Effect of endogenous intestinal glucagon-like immunoreactivity (GLI) on insulin secretion and glucose concentration in dogs

Glucagon-like immunoreactivity (GLI), which is released from the gut during glucose absorption, has been regarded as having insulin-stimulating and perhaps glycogenolytic activity. Because purified GLI, free of other gut hormones, is not available to permit direct testing of these possibilities, the effect of endogenous GLI on insulin release and glucose concentration was determined by stimulating its release with substances other than glucose, which do not themselves influence insulin secretion. To find such substances, 2 g/kg of various monosaccharides was administered intraduodenally to conscious dogs as a 5% solution.
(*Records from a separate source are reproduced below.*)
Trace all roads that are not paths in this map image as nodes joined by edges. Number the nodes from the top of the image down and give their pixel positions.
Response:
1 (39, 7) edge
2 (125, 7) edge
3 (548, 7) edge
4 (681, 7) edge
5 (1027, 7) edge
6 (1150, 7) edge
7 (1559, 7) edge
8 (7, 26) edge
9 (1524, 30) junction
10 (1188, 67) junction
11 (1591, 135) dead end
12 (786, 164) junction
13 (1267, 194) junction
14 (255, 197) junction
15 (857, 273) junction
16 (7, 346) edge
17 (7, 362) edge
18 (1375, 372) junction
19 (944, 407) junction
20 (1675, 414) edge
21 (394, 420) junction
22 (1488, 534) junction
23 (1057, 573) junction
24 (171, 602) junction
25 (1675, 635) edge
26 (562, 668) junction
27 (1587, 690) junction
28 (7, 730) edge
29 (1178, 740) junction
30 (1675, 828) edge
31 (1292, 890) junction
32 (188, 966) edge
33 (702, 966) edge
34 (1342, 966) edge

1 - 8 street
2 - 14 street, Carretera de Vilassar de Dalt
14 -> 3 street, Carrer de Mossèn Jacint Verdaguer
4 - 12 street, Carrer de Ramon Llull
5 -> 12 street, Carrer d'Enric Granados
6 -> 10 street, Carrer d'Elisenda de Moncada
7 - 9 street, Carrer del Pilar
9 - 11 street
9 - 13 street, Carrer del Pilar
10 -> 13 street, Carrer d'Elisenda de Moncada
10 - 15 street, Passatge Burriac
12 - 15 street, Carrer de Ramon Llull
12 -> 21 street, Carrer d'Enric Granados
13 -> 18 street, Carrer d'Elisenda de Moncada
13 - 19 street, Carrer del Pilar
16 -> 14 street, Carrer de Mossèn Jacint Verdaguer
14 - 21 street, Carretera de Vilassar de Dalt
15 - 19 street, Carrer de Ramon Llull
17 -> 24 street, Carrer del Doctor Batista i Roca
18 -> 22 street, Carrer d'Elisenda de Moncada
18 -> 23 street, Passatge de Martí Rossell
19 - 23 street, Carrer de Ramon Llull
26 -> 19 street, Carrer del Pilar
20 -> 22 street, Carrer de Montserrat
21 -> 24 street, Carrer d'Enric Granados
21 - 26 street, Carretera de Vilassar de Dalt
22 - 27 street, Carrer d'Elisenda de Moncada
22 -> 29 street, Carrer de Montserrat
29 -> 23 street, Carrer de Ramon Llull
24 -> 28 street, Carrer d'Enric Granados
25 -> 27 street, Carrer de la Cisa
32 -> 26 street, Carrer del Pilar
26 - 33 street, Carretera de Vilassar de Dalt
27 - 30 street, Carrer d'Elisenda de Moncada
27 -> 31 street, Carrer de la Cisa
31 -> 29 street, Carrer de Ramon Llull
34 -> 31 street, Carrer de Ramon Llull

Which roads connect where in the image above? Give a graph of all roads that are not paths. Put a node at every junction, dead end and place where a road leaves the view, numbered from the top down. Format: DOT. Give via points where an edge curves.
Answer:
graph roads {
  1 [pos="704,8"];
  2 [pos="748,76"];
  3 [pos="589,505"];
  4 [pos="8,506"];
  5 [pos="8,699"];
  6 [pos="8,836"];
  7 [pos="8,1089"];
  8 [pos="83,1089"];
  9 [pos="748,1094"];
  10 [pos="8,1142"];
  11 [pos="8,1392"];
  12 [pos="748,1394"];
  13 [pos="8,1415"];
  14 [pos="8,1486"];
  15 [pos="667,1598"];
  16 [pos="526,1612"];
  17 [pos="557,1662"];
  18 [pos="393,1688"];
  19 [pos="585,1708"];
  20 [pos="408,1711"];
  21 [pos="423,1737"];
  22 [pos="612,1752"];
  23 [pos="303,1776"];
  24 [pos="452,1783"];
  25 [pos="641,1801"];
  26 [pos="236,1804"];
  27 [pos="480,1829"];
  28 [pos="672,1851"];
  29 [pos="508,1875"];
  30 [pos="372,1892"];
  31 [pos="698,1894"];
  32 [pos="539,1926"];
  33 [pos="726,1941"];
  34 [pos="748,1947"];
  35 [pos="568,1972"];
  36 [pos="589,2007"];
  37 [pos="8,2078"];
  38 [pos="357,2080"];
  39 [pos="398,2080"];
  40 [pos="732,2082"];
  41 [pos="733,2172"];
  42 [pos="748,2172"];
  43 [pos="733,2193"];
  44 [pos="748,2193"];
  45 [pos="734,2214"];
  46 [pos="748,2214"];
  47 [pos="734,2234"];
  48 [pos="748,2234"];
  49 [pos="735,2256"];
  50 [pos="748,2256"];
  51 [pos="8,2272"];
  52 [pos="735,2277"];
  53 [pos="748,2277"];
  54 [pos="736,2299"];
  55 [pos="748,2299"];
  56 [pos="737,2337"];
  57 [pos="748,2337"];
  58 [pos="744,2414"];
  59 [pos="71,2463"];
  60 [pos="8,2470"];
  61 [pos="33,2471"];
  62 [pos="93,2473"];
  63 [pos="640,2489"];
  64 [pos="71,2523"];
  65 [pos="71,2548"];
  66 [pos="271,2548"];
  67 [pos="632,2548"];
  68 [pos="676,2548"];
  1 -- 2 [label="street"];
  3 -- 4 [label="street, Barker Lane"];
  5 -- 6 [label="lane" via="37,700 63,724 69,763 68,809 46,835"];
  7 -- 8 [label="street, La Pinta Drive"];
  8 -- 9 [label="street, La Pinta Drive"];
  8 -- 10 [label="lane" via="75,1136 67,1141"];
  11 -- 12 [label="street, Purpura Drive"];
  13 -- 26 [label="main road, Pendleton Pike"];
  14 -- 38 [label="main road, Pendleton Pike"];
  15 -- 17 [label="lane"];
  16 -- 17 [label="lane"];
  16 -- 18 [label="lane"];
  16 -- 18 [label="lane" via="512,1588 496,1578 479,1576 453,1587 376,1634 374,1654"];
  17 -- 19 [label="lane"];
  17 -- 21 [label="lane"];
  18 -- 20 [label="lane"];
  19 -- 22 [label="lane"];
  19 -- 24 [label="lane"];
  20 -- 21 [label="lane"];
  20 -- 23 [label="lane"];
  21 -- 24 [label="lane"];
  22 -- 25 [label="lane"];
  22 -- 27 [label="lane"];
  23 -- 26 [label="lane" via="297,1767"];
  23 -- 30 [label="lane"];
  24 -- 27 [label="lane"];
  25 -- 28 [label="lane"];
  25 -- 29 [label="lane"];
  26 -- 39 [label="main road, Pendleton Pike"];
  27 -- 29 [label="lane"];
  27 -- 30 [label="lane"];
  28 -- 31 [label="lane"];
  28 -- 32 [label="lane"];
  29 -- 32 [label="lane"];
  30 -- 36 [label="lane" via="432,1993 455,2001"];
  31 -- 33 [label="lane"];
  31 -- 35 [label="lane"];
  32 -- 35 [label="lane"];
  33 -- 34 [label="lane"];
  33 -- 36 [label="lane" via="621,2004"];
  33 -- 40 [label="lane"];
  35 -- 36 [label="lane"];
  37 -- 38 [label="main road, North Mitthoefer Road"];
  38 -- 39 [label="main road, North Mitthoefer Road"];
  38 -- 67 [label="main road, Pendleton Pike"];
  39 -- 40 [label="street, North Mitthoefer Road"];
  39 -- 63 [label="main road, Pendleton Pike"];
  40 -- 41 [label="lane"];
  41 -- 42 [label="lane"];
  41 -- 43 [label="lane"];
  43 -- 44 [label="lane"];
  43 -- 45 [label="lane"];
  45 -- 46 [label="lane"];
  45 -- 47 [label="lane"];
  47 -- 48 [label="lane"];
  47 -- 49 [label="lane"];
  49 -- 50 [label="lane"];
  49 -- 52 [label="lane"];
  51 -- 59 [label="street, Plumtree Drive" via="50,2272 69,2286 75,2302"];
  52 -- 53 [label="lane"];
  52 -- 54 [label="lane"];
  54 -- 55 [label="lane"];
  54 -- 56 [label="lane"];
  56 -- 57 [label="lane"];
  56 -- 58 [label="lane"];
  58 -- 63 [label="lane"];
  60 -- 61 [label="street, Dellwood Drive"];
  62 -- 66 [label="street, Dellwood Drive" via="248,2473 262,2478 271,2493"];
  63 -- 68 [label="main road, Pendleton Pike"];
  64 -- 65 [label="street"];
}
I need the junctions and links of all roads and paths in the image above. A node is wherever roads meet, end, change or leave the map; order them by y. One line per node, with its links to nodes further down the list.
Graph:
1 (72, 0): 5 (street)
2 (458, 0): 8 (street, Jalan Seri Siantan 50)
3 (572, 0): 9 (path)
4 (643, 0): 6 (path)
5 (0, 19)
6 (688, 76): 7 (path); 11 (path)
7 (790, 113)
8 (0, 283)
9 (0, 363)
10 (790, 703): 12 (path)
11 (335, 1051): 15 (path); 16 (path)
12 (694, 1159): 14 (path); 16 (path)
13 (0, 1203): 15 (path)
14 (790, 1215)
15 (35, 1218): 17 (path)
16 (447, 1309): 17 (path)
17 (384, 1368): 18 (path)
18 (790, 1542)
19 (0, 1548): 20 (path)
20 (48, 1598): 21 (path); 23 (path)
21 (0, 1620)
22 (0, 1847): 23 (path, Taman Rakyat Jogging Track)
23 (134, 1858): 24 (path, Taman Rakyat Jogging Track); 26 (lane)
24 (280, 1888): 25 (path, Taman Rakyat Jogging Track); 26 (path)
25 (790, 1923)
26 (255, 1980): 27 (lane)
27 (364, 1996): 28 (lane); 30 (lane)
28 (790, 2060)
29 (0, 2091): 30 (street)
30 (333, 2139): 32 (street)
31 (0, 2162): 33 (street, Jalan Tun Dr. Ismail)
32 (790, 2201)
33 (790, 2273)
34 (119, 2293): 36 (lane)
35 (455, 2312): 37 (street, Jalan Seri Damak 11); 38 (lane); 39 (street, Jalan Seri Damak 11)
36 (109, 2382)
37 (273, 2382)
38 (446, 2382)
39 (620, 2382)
Galactose and 3-O-methyl glucose, which are actively absorbed via the glucose carrier, both caused a rise in GLI, exceeding 2 ng/ml; this was unassociated with a significant rise in insulin. Fructose, facilitatively absorbed via a fructose carrier, also induced a rise in GLI, averaging over 1 ng/ml, which was unassociated with a rise in insulin or glucose. Passively absorbed xylose and mannose similarly elicited a GLI rise averaging at its peak, respectively, 1.7 and 2.0 ng/ml above the baseline, but again neither insulin nor glucose rose. In summary, it has been shown that the release of GLI is induced in dogs by the absorption of galactose, 3-O-methyl glucose, fructose, xylose and mannose, and that the rise in GLI induced by these monosaccharides is unaccompanied by a rise in insulin, or, except in the case of 3-O-methyl glucose, a rise in glucose. It seems unlikely, therefore, that the quantities of GLI released during the absorption of these sugars has either insulin-stimulating or glycogenolytic activity.